Member of the Michigan House of Representatives from the Monroe County district
- In office November 2, 1835 – January 1, 1837

Personal details
- Born: c. 1802 Detroit, Michigan Territory
- Died: May 20, 1847 (aged 45) Monroe, Michigan
- Party: Democratic

= James J. Godfroy =

American politician

James J. Godfroy (c. 1802 – May 20, 1847) was an American politician who served one term in the Michigan House of Representatives.

== Biography ==

James Godfroy was born in Detroit, Michigan Territory in about 1802.
He was educated in Bardstown, Kentucky, and studied law. He moved to Monroe, Michigan Territory soon afterwards.

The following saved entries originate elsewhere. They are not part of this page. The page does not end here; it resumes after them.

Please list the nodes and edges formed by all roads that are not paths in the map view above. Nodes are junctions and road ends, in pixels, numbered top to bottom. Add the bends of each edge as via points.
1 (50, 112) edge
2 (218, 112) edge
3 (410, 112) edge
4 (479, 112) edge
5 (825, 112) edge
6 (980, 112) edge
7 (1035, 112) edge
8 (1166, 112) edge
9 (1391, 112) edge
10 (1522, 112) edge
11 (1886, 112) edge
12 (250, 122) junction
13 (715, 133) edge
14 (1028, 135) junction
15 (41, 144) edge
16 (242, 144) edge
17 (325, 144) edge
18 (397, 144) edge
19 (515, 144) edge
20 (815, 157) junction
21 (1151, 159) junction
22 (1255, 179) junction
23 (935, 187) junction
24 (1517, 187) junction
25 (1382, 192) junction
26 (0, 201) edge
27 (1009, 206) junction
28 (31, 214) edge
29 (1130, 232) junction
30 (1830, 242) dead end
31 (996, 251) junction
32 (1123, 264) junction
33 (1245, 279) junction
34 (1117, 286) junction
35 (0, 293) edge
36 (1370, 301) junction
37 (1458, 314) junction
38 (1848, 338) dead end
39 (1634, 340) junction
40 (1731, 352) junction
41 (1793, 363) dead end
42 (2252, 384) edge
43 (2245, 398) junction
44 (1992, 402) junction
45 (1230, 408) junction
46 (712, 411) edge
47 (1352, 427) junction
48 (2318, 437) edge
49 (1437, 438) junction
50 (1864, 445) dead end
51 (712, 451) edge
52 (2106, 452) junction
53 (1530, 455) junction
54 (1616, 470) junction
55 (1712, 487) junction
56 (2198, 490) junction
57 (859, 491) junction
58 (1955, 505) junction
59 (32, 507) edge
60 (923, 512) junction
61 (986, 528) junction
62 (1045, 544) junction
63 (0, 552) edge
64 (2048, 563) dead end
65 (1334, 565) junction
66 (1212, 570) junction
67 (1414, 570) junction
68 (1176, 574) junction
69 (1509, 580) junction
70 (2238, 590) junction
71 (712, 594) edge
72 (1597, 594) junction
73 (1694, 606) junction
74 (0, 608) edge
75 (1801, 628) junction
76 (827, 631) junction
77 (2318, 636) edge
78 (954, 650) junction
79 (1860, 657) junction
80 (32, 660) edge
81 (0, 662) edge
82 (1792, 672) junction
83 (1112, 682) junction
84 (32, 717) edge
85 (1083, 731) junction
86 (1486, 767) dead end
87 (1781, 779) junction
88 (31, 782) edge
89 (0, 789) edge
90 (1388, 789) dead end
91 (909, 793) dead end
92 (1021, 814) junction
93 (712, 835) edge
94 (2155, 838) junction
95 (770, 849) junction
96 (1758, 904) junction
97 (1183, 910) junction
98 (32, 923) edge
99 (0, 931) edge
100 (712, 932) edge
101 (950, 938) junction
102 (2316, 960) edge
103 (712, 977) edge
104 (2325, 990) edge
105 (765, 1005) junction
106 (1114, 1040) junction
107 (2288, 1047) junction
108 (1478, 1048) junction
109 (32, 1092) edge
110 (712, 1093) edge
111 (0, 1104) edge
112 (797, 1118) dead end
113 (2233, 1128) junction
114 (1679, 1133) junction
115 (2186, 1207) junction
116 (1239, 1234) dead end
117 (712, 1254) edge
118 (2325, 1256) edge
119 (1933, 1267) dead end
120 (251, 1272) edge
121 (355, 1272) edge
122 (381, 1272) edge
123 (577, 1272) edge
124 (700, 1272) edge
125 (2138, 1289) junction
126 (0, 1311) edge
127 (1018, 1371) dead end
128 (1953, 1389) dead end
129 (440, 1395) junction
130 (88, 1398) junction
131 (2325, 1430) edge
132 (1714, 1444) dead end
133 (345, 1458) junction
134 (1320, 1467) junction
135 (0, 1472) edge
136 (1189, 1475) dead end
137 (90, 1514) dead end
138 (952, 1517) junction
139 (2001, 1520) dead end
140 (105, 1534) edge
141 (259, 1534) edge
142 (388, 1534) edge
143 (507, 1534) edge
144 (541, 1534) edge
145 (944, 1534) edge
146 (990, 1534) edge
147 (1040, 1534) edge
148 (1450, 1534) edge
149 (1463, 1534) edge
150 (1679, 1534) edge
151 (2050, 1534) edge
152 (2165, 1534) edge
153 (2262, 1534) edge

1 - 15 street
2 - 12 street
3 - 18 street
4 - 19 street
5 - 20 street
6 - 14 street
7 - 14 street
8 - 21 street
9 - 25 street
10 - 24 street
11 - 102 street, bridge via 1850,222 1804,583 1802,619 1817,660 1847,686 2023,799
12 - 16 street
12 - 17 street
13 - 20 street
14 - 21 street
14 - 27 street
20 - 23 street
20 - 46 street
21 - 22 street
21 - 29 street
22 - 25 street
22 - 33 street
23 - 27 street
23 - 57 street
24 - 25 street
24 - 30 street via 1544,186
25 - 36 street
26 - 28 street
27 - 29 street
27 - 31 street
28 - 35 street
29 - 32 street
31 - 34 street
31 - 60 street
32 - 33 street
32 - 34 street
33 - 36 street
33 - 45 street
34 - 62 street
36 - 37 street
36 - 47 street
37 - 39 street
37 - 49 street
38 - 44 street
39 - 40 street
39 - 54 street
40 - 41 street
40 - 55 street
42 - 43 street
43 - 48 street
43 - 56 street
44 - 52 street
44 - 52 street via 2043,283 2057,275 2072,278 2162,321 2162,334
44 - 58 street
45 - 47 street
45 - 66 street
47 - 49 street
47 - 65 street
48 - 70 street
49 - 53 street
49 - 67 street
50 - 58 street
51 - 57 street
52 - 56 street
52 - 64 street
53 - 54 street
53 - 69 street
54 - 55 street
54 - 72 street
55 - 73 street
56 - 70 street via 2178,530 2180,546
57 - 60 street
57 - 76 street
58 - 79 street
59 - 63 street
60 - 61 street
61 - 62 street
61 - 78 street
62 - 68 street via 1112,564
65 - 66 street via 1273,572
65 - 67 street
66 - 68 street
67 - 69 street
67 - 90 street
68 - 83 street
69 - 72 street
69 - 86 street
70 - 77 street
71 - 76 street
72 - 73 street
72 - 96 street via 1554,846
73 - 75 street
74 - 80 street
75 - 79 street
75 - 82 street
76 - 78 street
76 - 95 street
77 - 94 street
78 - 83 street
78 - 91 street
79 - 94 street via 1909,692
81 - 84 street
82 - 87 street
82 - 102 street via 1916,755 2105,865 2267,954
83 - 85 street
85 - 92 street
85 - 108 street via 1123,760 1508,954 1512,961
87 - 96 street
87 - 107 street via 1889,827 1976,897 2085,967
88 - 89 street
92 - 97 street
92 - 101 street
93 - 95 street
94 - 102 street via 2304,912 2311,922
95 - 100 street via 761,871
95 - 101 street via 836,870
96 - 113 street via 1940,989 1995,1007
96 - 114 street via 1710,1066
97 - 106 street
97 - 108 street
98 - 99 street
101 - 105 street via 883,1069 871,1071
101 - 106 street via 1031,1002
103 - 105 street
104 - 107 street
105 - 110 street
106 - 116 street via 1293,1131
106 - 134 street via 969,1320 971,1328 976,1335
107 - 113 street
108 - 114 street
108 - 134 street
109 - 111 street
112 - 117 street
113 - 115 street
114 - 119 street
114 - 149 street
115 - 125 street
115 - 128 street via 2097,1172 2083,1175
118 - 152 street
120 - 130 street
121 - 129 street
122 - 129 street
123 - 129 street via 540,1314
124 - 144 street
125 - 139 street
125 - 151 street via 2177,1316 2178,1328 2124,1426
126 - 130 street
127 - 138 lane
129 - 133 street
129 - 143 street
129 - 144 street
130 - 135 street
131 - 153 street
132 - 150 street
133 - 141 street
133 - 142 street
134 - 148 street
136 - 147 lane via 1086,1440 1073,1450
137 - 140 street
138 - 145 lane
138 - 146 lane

Ill health forced Godfroy to abandon his law practice at an early age, and he became formed the firm P. & J.J. Godfroy with his brother Peter, and engaged in the Indian trade. He spoke English and French as well as the dialect of the area's Native American tribes, and was elected as a chief by the Pottawatomie. He exercised influence in the affairs of Monroe County residents of French descent, many of whom were illiterate. Many of them sought his advice on negotiations and real estate transactions, and also went to him for election ballots to ensure they were voting a straight Democratic ticket. He was elected to the Michigan House of Representatives in the first election after adoption of the state constitution, and served one term, through 1836.

Godfroy died in Monroe on May 20, 1847, aged 45.

=== Family ===

He married Victoria Navarre, the daughter of Colonel Francis Navarre. They had eleven children: John, Lewis C., Frederick C., Theo S., Hillary, Philip W., Augusta F., Celestine, Alexandria, Victoria R., and Mary Therese.